Do Americans have a moral obligation to torture? Republican hero the krauthammer said yes. TainanCowboy already galloped away from bravely answering. But, really, fred smith, its like a T-Ball sitting right in front of you, and everyone’s yelling, “swing the bat limpwrist, SWING THE BAT!” (fred smith dedication: hahaduhuhheehaw)[/quote]

Sigh…What’s torture got to do with this? Or as Frank says, the torture never stops does it?

Do you really need to be Right wing to see the widely alternating views Europe has on intervention and international law or real-politic and oil? I tell ya, it’s a gas.

I think people who have something to say should say it clearly. If they just want to provide links to interesting articles then they should just do that, and not imply that it has meaning. In my experience, whenever people say, “look at that, it’s so … you know wink wink” then their point is weak, subjective or both. I’m not saying the OP is wrong, I’m saying, if you have something useful to say, say it.

[quote=“fred smith”]Reread the first page and then let me know again if you really do not get this.[/quote]No need, the crux of the opening story: Ex-German officials Fischer and Schröder are now competing oil/gas lobbyists.

[quote]Fischer is… {still} an international politician, dealing with important matters like connecting Central Asia to Europe and improving relations with Turkey. Schröder, on the other hand, is mainly interested in preserving Russia’s gas monopoly.

The construction of the Nabucco pipeline is scheduled to begin in 2011. There are no gas delivery contracts yet, and it still isn’t clear what Turkey’s price will be for allowing the pipeline to pass through its territory.

In other words, it is still possible that Schröder’s prognosis is correct and Nabucco will never operate at a profit.[/quote]

Tell us fred smith, how were gas/oil resources leveraged while Schröder and Fischer were in office, considering their connections you pretend to reveal? You are after-all completely welcome to make and support an actual point.

I know of course you’re tired of defending bush/cheney/rove’s oil/gas/energy deviant motives.
You’re only human. But half-attempting to build this quasi-parallel between your heroes and two ex-German leaders is just way too funny.

FIRST Compare accomplished profits.

$600+ Billion Big Oil Profit in Bush years

Big Five Oil Company Nominal Profits (billions):
2001-2008 Big Five Profits
+$235.2 billion ExxonMobil (2nd greatest contributor to Bush family, behind Enron)
+$125.2 billion BP
+$ 98.9 billion Chevron
+$ 38.2 billion Conoco Phillips
+$158.3 billion Shell

2001-2008 Total Big Five Profits: +$655.8 billion
$655,800,000,000.00
(also see Oil Profit Chart 2000~2007 PDF )

EXXON’s BUSH: The Denver Post published and later deleted an article quoting Bush defending Exxon’s massive profits: Bush 2006: “I think that basically the price is determined by the marketplace and that’s the way it should be.”

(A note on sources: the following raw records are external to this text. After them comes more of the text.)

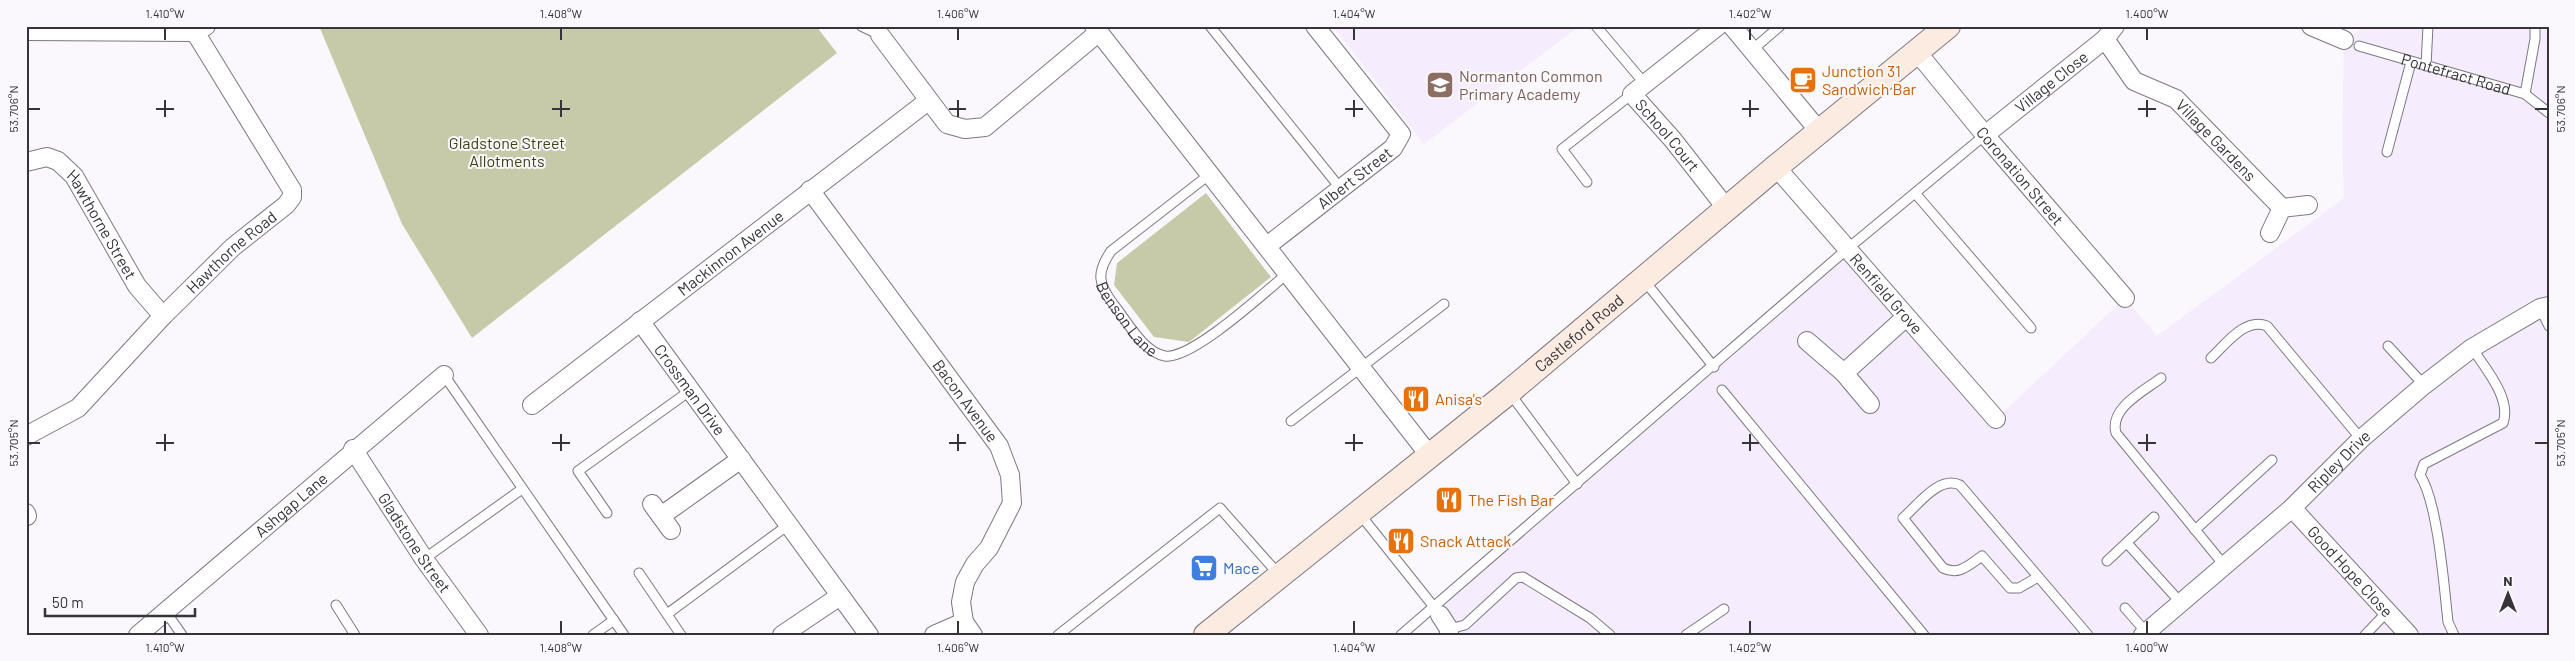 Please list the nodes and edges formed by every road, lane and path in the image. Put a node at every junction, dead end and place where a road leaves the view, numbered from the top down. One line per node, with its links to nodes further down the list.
1 (861, 26): 16 (lane)
2 (1210, 26): 33 (lane)
3 (1315, 26): 33 (street, Albert Street)
4 (1596, 26): 22 (lane)
5 (1718, 26): 22 (street)
6 (1732, 26): 18 (street)
7 (1780, 26): 18 (lane)
8 (1948, 26): 19 (street, Castleford Road)
9 (2311, 26): 17 (street, Pontefract Road)
10 (2428, 26): 21 (lane)
11 (2535, 26): 23 (lane)
12 (200, 29): 14 (street); 47 (street, Hawthorne Road)
13 (1096, 29): 24 (street); 31 (street)
14 (26, 31)
15 (2110, 33): 27 (street, Village Close); 37 (street, Village Gardens)
16 (880, 34): 24 (street)
17 (2352, 43): 20 (lane, Pontefract Road)
18 (1751, 50): 26 (street)
19 (1917, 52): 26 (street, Castleford Road); 27 (street, Coronation Street)
20 (2411, 62): 21 (lane, Pontefract Road); 28 (lane)
21 (2426, 66): 23 (lane, Pontefract Road)
22 (1639, 89): 32 (lane, School Court); 38 (street, School Court)
23 (2526, 94): 25 (lane, Pontefract Road)
24 (928, 101): 34 (street, Mackinnon Avenue)
25 (2549, 113)
26 (1819, 131): 30 (street, Castleford Road)
27 (1985, 135): 35 (lane); 44 (street, Coronation Street)
28 (2387, 152)
29 (26, 162): 47 (street, Hawthorne Street)
30 (1776, 167): 38 (street, Castleford Road); 41 (street, Renfield Grove)
31 (1210, 174): 40 (street); 42 (lane, Benson Lane)
32 (1587, 182)
33 (1341, 188): 40 (street, Albert Street)
34 (810, 190): 49 (street, Mackinnon Avenue); 101 (street, Bacon Avenue)
35 (1915, 192): 41 (lane); 51 (lane)
36 (2308, 205): 37 (street)
37 (2282, 208): 39 (street)
38 (1727, 209): 43 (street, Castleford Road)
39 (2270, 233)
40 (1267, 246): 42 (street)
41 (1846, 250): 48 (street, Renfield Grove); 57 (lane)
42 (1288, 273): 56 (street)
43 (1643, 279): 57 (lane); 64 (street, Castleford Road)
44 (2126, 298)
45 (1444, 304): 56 (lane)
46 (2544, 307): 50 (lane); 54 (street, Ripley Drive)
47 (163, 316): 69 (street, Hawthorne Road)
48 (1906, 317): 58 (street); 67 (street, Renfield Grove)
49 (640, 322): 62 (street, Crossman Drive); 66 (street, Mackinnon Avenue)
50 (2549, 326)
51 (2031, 328)
52 (1806, 340): 58 (street)
53 (2388, 346): 61 (lane)
54 (2472, 348): 61 (street, Ripley Drive); 122 (lane)
55 (2212, 358): 70 (lane)
56 (1362, 366): 68 (lane); 72 (street)
57 (1714, 366): 75 (lane)
58 (1844, 373): 65 (street)
59 (444, 375): 71 (street, Ashgap Lane); 76 (lane)
60 (2161, 378): 83 (lane)
61 (2424, 385): 70 (street, Ripley Drive)
62 (691, 390): 73 (street, Crossman Drive); 78 (lane)
63 (1722, 390): 118 (lane)
64 (1509, 392): 72 (street, Castleford Road); 75 (lane)
65 (1870, 404)
66 (532, 405)
67 (1996, 419)
68 (1291, 421)
69 (26, 436)
70 (2360, 439): 77 (street, Ripley Drive)
71 (354, 449): 85 (street, Gladstone Street); 96 (street, Ashgap Lane)
72 (1430, 456): 79 (street, Castleford Road)
73 (741, 459): 80 (street); 82 (street, Crossman Drive)
74 (2272, 460): 83 (lane)
75 (1577, 484): 100 (lane)
76 (522, 489): 85 (lane); 99 (lane)
77 (2292, 508): 87 (street, Ripley Drive); 97 (street, Good Hope Close)
78 (607, 513)
79 (1359, 513): 89 (street, Castleford Road); 100 (lane)
80 (661, 517)
81 (2154, 517): 84 (lane)
82 (788, 525): 91 (street, Crossman Drive); 98 (lane)
83 (2195, 530): 87 (lane)
84 (2127, 543): 86 (lane); 92 (lane)
85 (424, 559): 106 (street, Gladstone Street)
86 (2107, 561)
87 (2224, 565): 92 (street, Ripley Drive)
88 (639, 573): 98 (lane)
89 (1280, 576): 113 (lane); 114 (street, Castleford Road)
90 (2038, 577): 90 (lane); 119 (lane)
91 (840, 596): 110 (street); 111 (street, Crossman Drive)
92 (2181, 603): 102 (street, Ripley Drive)
93 (336, 605): 105 (lane)
94 (2125, 608): 102 (lane)
95 (1724, 609): 117 (lane)
96 (166, 612): 103 (street, Ashgap Lane); 104 (lane)
97 (2388, 612): 120 (lane); 121 (street, Good Hope Close)
98 (667, 614): 109 (lane)
99 (614, 620): 107 (lane); 108 (lane)
100 (1443, 622): 115 (lane); 116 (lane)
101 (968, 629): 112 (street)
102 (2145, 634)
103 (138, 635)
104 (182, 635)
105 (355, 635)
106 (479, 635)
107 (593, 635)
108 (624, 635)
109 (681, 635)
110 (782, 635)
111 (869, 635)
112 (934, 635)
113 (1058, 635)
114 (1206, 635)
115 (1401, 635)
116 (1610, 635)
117 (1686, 635)
118 (1924, 635)
119 (2088, 635)
120 (2364, 635)
121 (2409, 635)
122 (2454, 635)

BUT- a Fact Sheet on Oil Company Profits Domestic Refining Increase proves otherwise.

U.S. foreign policy under Bush/Cheney satisfying back-pocket lobbyists provided the #1 catalyst for such incredible profits - not a lack of supply (‘virtually no change in throughput at domestic or foreign refineries’).

Now, are you willing to try and compare these numbers to the oil/gas profits Schröder and/or Fischer experienced while in office? I doubt it but by all means go right ahead.

SECOND Compare military aggression.

Which duo sold and executed the invasions of two other nations under unproven pretenses with evidenced aspirations of militarily securing future gas and oil supplies?

That’s right… Bush and Cheney.

And in defense of the unproven pretexts for those invasions, which duo’s legacies will forever be tarnished by perverting its justice system by branding immoral torture as necessary, even moral?

And since claiming to think about thinking, should we not recognize his hope of escape from clearing away the enormous moral cavity surrounding America’s legal torture system pinned on 9/11?

So this thread still boils down to a failed diversion combined as a sad ploy for sympathy.

Yeah, yeah, old guys like Schroeder and Fischer have to worry about their pipelines. What’s the big deal?